Voves’ medialer Todestrieb

Österreichs Familien fühlen sich angesichts solcher Pfuscherei zu Recht verhöhnt. Jahrelang haben sich die Landeshauptleute – bevorzugt vor Urnengängen – im Austeilen familienfreundlicher Zuckerl überboten. Doch plötzlich bedarf es nur eines unglückseligen Interviews, das Franz Voves in einer Art Todestrieb der Kleinen Zeitung gibt – und alle Versprechungen werden Makulatur. Plötzlich gilt der Gratiskindergarten wieder als unleistbarer Luxus für Reiche. Plötzlich stellt sich der schwarze Gemeindebund-Präsident Helmut Mödlhammer schützend vor seine bankrotten Bürgermeister und gibt den roten Klassenkämpfer: „Wer es sich leisten kann, soll auch dafür zahlen.“ Pech für jene Tausende Jungfamilien, die fix mit dem Gratiskindergarten kalkuliert hatten; Pech für jene Tausende Mütter mit mittlerem Einkommen, für die sich die – vielfach angestrebte – Teilzeitarbeit nur dann rechnet, wenn das Gehalt nicht eins zu eins in die Kinderbetreuung fließt.

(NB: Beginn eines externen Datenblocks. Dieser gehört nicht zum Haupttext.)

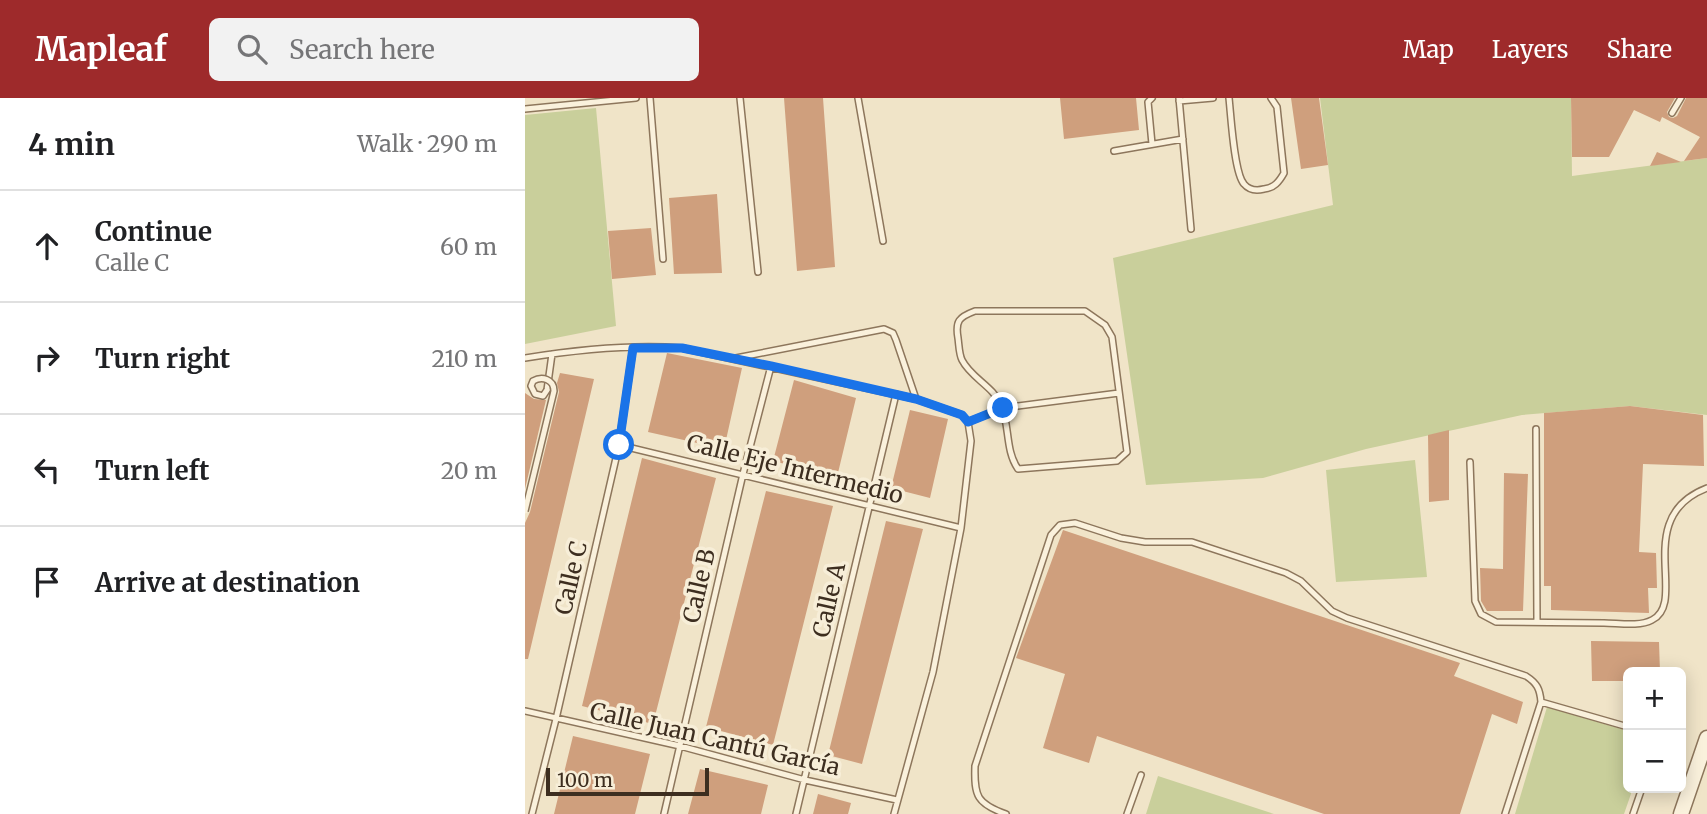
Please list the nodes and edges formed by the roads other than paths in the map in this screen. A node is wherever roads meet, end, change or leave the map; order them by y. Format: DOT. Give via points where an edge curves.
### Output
graph roads {
  1 [pos="636,98"];
  2 [pos="650,98"];
  3 [pos="740,98"];
  4 [pos="858,98"];
  5 [pos="1152,98"];
  6 [pos="1213,98"];
  7 [pos="1229,98"];
  8 [pos="1271,98"];
  9 [pos="1681,98"];
  10 [pos="1179,99"];
  11 [pos="583,101"];
  12 [pos="525,109"];
  13 [pos="1672,113"];
  14 [pos="1183,139"];
  15 [pos="1152,144"];
  16 [pos="1114,151"];
  17 [pos="1191,229"];
  18 [pos="883,241"];
  19 [pos="663,259"];
  20 [pos="758,272"];
  21 [pos="633,348"];
  22 [pos="552,354"];
  23 [pos="525,358"];
  24 [pos="732,358"];
  25 [pos="771,366"];
  26 [pos="1119,393"];
  27 [pos="897,394"];
  28 [pos="916,399"];
  29 [pos="1003,408"];
  30 [pos="968,422"];
  31 [pos="1536,429"];
  32 [pos="619,445"];
  33 [pos="1470,462"];
  34 [pos="743,474"];
  35 [pos="1707,488"];
  36 [pos="869,506"];
  37 [pos="525,511"];
  38 [pos="961,528"];
  39 [pos="1537,622"];
  40 [pos="1541,702"];
  41 [pos="525,711"];
  42 [pos="556,719"];
  43 [pos="1623,726"];
  44 [pos="1707,738"];
  45 [pos="680,746"];
  46 [pos="1141,775"];
  47 [pos="805,779"];
  48 [pos="1640,793"];
  49 [pos="897,800"];
  50 [pos="532,814"];
  51 [pos="664,814"];
  52 [pos="796,814"];
  53 [pos="894,814"];
  54 [pos="1006,814"];
  55 [pos="1127,814"];
  56 [pos="1504,814"];
  57 [pos="1633,814"];
  58 [pos="1681,814"];
  1 -- 11 [label="lane"];
  2 -- 19 [label="lane"];
  3 -- 20 [label="lane"];
  4 -- 18 [label="lane"];
  5 -- 15 [label="lane" via="1148,102"];
  6 -- 10 [label="lane"];
  7 -- 8 [label="lane" via="1238,176 1257,191 1271,188 1284,173 1277,107"];
  9 -- 13 [label="lane"];
  10 -- 14 [label="lane"];
  11 -- 12 [label="lane"];
  14 -- 15 [label="lane"];
  14 -- 17 [label="lane"];
  15 -- 16 [label="lane"];
  21 -- 22 [label="lane"];
  21 -- 24 [label="lane" via="682,348"];
  21 -- 32 [label="lane, Calle C"];
  22 -- 23 [label="lane"];
  22 -- 37 [label="lane, bridge" via="547,390 543,396 535,394 531,386 533,381 543,379 549,380 554,391"];
  24 -- 25 [label="lane"];
  24 -- 28 [label="lane" via="884,329 893,333"];
  25 -- 27 [label="lane"];
  25 -- 34 [label="lane, Calle B"];
  26 -- 29 [label="lane"];
  26 -- 29 [label="lane" via="1128,452 1117,461 1018,469 1011,459"];
  26 -- 29 [label="lane" via="1112,337 1105,325 1085,311 975,311 961,316 955,325 961,359 995,393"];
  27 -- 28 [label="lane"];
  27 -- 36 [label="lane, Calle A"];
  28 -- 30 [label="lane" via="962,415"];
  29 -- 30 [label="lane"];
  30 -- 38 [label="lane" via="971,441"];
  31 -- 39 [label="lane"];
  32 -- 34 [label="lane, Calle Eje Intermedio"];
  32 -- 42 [label="lane, Calle C"];
  33 -- 39 [label="lane" via="1477,608 1496,622"];
  34 -- 36 [label="lane, Calle Eje Intermedio"];
  34 -- 45 [label="lane, Calle B"];
  35 -- 39 [label="lane" via="1675,511 1665,531 1665,594 1661,612 1652,620"];
  36 -- 38 [label="lane, Calle Eje Intermedio"];
  36 -- 47 [label="lane, Calle A"];
  38 -- 49 [label="lane" via="933,672"];
  40 -- 43 [label="lane"];
  40 -- 54 [label="lane" via="1541,691 1526,676 1347,618 1286,573 1192,542 1145,542 1075,523 1060,525 1051,535 975,766 979,799"];
  40 -- 56 [label="lane"];
  41 -- 42 [label="lane, Calle Juan Cantú García"];
  42 -- 45 [label="lane, Calle Juan Cantú García"];
  42 -- 50 [label="lane, Calle C"];
  44 -- 58 [label="street"];
  45 -- 47 [label="lane, Calle Juan Cantú García"];
  45 -- 51 [label="lane, Calle B"];
  46 -- 55 [label="lane"];
  47 -- 49 [label="lane, Calle Juan Cantú García"];
  47 -- 52 [label="lane, Calle A"];
  48 -- 57 [label="lane"];
  49 -- 53 [label="lane"];
}
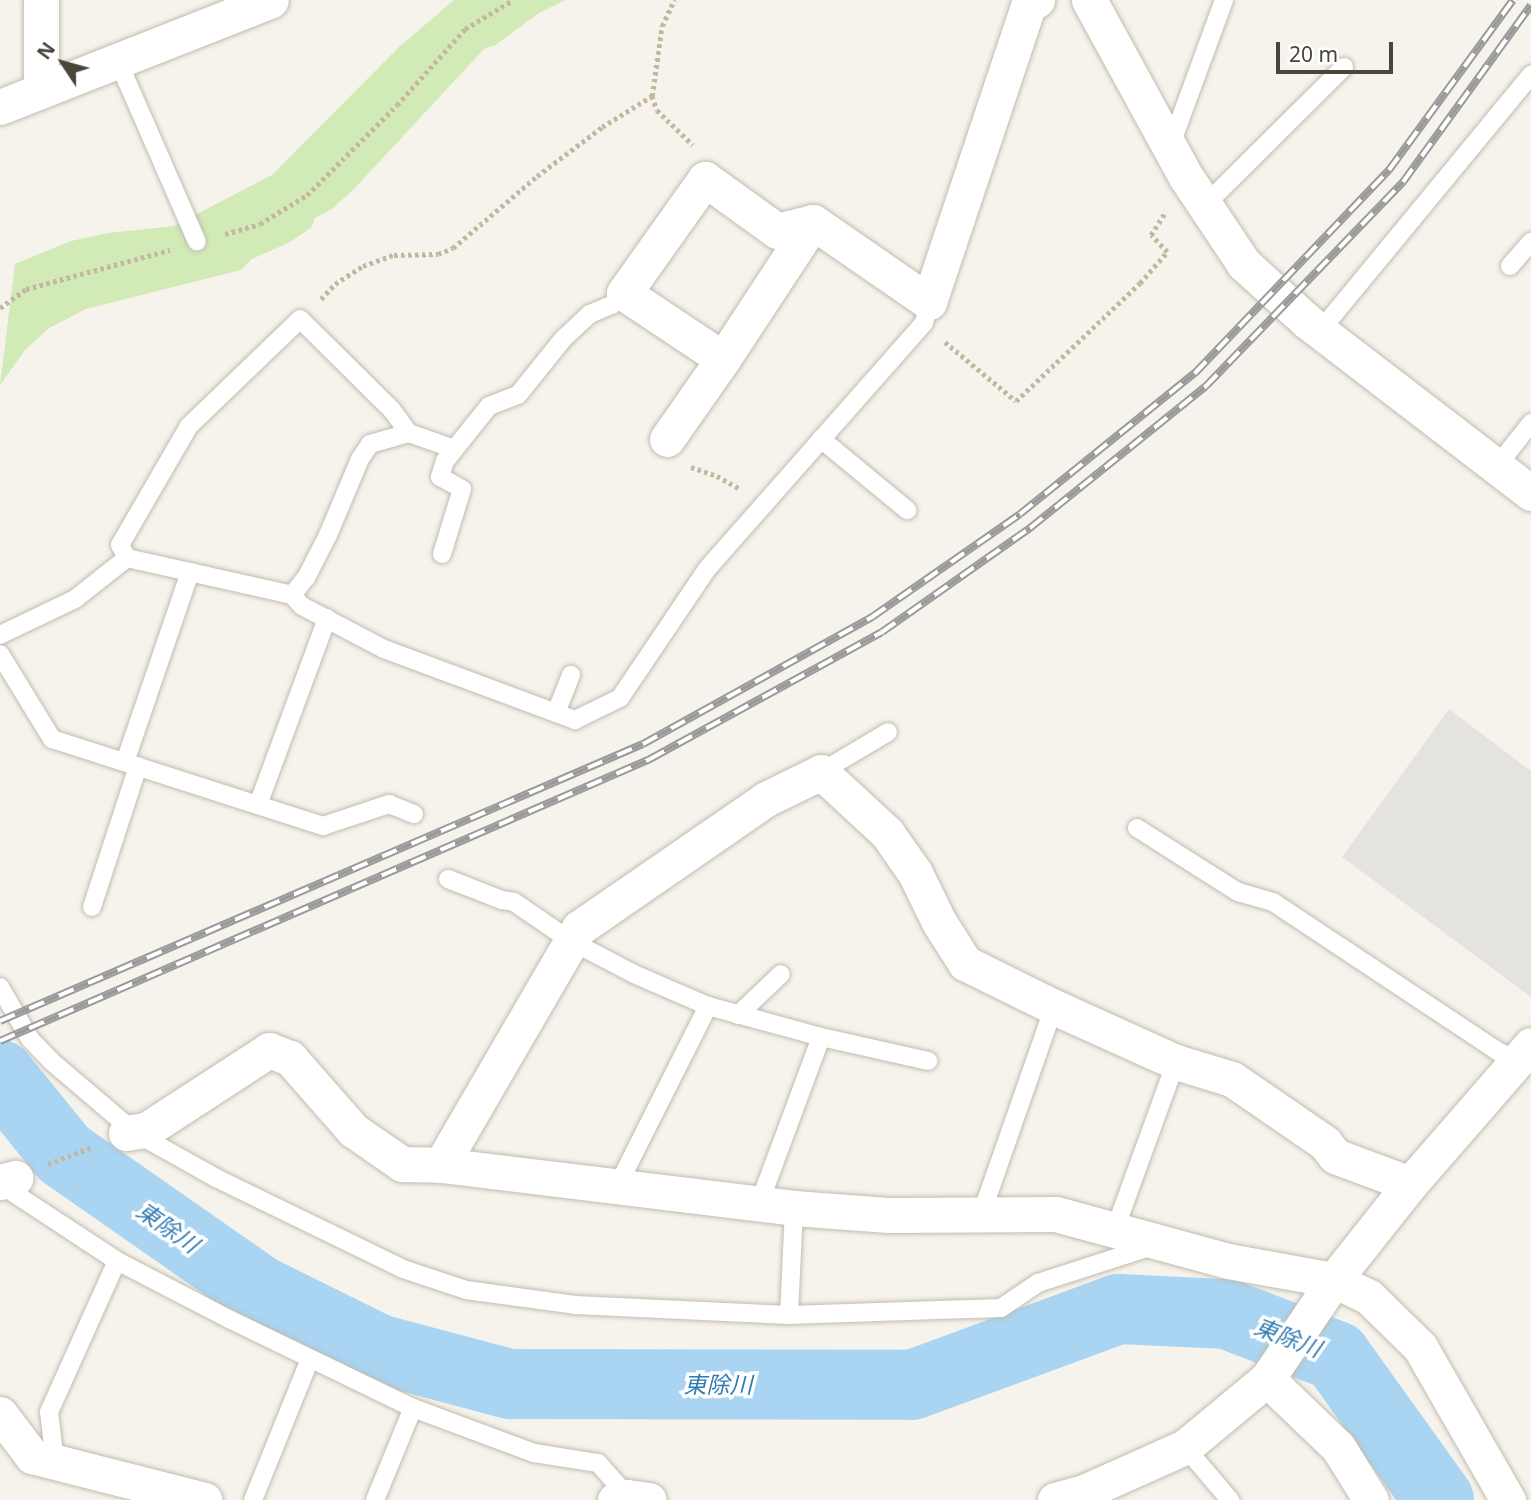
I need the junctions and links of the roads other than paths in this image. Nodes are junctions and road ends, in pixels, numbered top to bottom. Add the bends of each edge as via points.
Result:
1 (41, 0) edge
2 (271, 0) edge
3 (1037, 0) edge
4 (1089, 0) edge
5 (1224, 0) edge
6 (118, 61) junction
7 (1344, 67) dead end
8 (1531, 75) edge
9 (41, 91) junction
10 (1525, 96) edge
11 (0, 107) edge
12 (1187, 176) junction
13 (813, 222) junction
14 (197, 242) road end
15 (1531, 242) edge
16 (1510, 267) dead end
17 (624, 293) junction
18 (926, 313) junction
19 (1320, 331) junction
20 (723, 359) junction
21 (1531, 423) edge
22 (409, 433) junction
23 (667, 439) road end
24 (821, 439) junction
25 (454, 449) junction
26 (1497, 466) junction
27 (1531, 493) edge
28 (907, 510) dead end
29 (442, 554) dead end
30 (127, 558) junction
31 (190, 572) junction
32 (292, 595) junction
33 (327, 618) junction
34 (0, 635) edge
35 (0, 653) edge
36 (571, 675) dead end
37 (556, 713) junction
38 (888, 732) dead end
39 (131, 764) junction
40 (821, 772) junction
41 (258, 805) junction
42 (414, 814) dead end
43 (1137, 828) dead end
44 (448, 879) dead end
45 (92, 907) dead end
46 (571, 941) junction
47 (781, 974) dead end
48 (0, 987) edge
49 (708, 1006) junction
50 (1054, 1007) junction
51 (737, 1015) junction
52 (821, 1037) junction
53 (1527, 1057) edge
54 (928, 1061) dead end
55 (1176, 1062) junction
56 (131, 1132) junction
57 (441, 1166) junction
58 (5, 1181) edge
59 (1410, 1184) junction
60 (617, 1187) junction
61 (759, 1204) junction
62 (794, 1209) junction
63 (987, 1215) junction
64 (1114, 1232) junction
65 (1160, 1244) junction
66 (117, 1261) junction
67 (1334, 1280) junction
68 (789, 1315) junction
69 (310, 1359) junction
70 (1267, 1380) junction
71 (413, 1408) junction
72 (0, 1414) edge
73 (1185, 1447) junction
74 (55, 1462) junction
75 (630, 1499) edge
76 (204, 1500) edge
77 (253, 1500) edge
78 (375, 1500) edge
79 (1055, 1500) edge
80 (1230, 1500) edge
81 (1371, 1500) edge
82 (1508, 1500) edge

1 - 9 street
2 - 6 street
3 - 18 street via 1028,6
4 - 12 street
5 - 12 lane
6 - 9 street
6 - 14 lane
7 - 12 lane
8 - 10 lane
9 - 11 street
10 - 19 lane
12 - 19 street via 1244,264
13 - 17 street via 777,231 705,179
13 - 18 street
13 - 20 street
15 - 16 lane
17 - 20 street
17 - 25 lane via 613,304 590,314 563,339 518,395 489,406
18 - 24 lane
19 - 26 street
20 - 23 street
21 - 26 lane
22 - 25 lane
22 - 30 lane via 392,410 300,320 189,426 120,545
22 - 32 lane via 370,444 306,578
24 - 28 lane
24 - 37 lane via 707,569 620,698 575,720
25 - 29 lane via 444,461 440,477 461,489
26 - 27 street
30 - 31 lane
30 - 34 lane via 75,599
31 - 32 lane
31 - 39 lane
32 - 33 lane via 302,606
33 - 37 lane via 384,649
33 - 41 lane
35 - 39 lane via 52,739
36 - 37 lane
38 - 40 lane
39 - 41 lane
39 - 45 lane
40 - 46 street via 766,799 579,928
40 - 50 street via 887,833 965,963
41 - 42 lane via 323,826 389,804
43 - 53 lane via 1238,892 1273,902 1497,1051
44 - 46 lane via 514,902
46 - 49 lane
46 - 57 street
47 - 51 lane
48 - 56 lane via 30,1040
49 - 51 lane
49 - 60 lane
50 - 55 street
50 - 63 lane via 988,1198
51 - 52 lane
52 - 54 lane
52 - 61 lane
53 - 59 street
55 - 59 street via 1232,1079 1325,1143 1335,1156
55 - 64 lane
56 - 57 street via 146,1130 269,1049 290,1058 353,1130 402,1164
56 - 68 lane via 391,1264 466,1290 575,1305
57 - 60 street
58 - 66 lane
59 - 67 street
60 - 61 street
61 - 62 street
62 - 63 street
62 - 68 lane
63 - 64 street via 1056,1214
64 - 65 street
65 - 67 street
65 - 68 lane via 1038,1283 1001,1308
66 - 69 lane
66 - 74 lane via 49,1412
67 - 70 street
67 - 82 street via 1369,1297 1420,1347
69 - 71 lane
69 - 77 lane
70 - 73 street
70 - 81 street via 1338,1447
71 - 75 lane via 534,1453 598,1463
71 - 78 lane
72 - 74 street via 32,1456
73 - 79 street via 1084,1492
73 - 80 lane
74 - 76 street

In Kärnten hat man die Spendierhosen bereits ausgezogen: Ab 2011 wird der Gratiskindergarten für Drei- und Vierjährige wieder gestrichen. Geht es nach der neuen Wiener VP-Chefin Christine Marek, soll angesichts leerer Kassen auch in Wien nur mehr der Vormittag im Kindergarten gratis sein.

Obskure Platzvergabe

Die Realität sah in der Bundeshauptstadt ohnehin schon immer düsterer aus als auf den Wahlplakaten: Weil die Nachfrage das Angebot bei Weitem überstieg, kam es zu einem gnadenlosen Verdrängungswettbewerb, der sich beim Start des verpflichtenden letzten Kindergartenjahres kommenden Herbst noch zuspitzen wird: Plätze für Fünf- und Sechsjährige werden ausgebaut – zulasten jener für Unter-Dreijährige. Schon jetzt hat nur jedes vierte Kleinkind die Chance auf einen Krippenplatz. Dazu kommen obskure Kriterien bei der Platzvergabe: Ist eine Mutter nicht berufstätig – wie dies insbesondere in Migrantenfamilien üblich ist –, hat sie automatisch eine geringere Chance auf einen Krippenplatz. Ein Teufelskreis: ohne Arbeit keine Kinderbetreuung, ohne Kinderbetreuung keine Arbeit. Von übergroßen Gruppen und schlecht dotierten Kindergartenpädagoginnen nicht zu reden.

Solche Zustände sind unerträglich – nicht nur aus Sicht der Eltern, sondern auch aus volkswirtschaftlicher Perspektive: Schließlich ist die „Bildungsrendite“ bei Kleinkindern besonders hoch, wie WIFO-Expertin Margit Schratzenstaller unlängst betonte. Statt – wie von der Regierung ge plant – im Familienbereich 235 Millionen Euro zu kürzen, plädiert sie für Umschichtungen: weg von Geldleistungen (etwa dem anachronistischen Alleinverdienerabsetzbetrag) hin zur Verbesserung des Betreuungsangebots.

Ein kluger Vorschlag. Noch wichtiger wären politische Versprechen, auf die man sich verlassen kann. Ohne ein Mindestmaß an Vertrauen sagen junge Paare zu keinem Baumeister ja – geschweige denn zu einem Kind.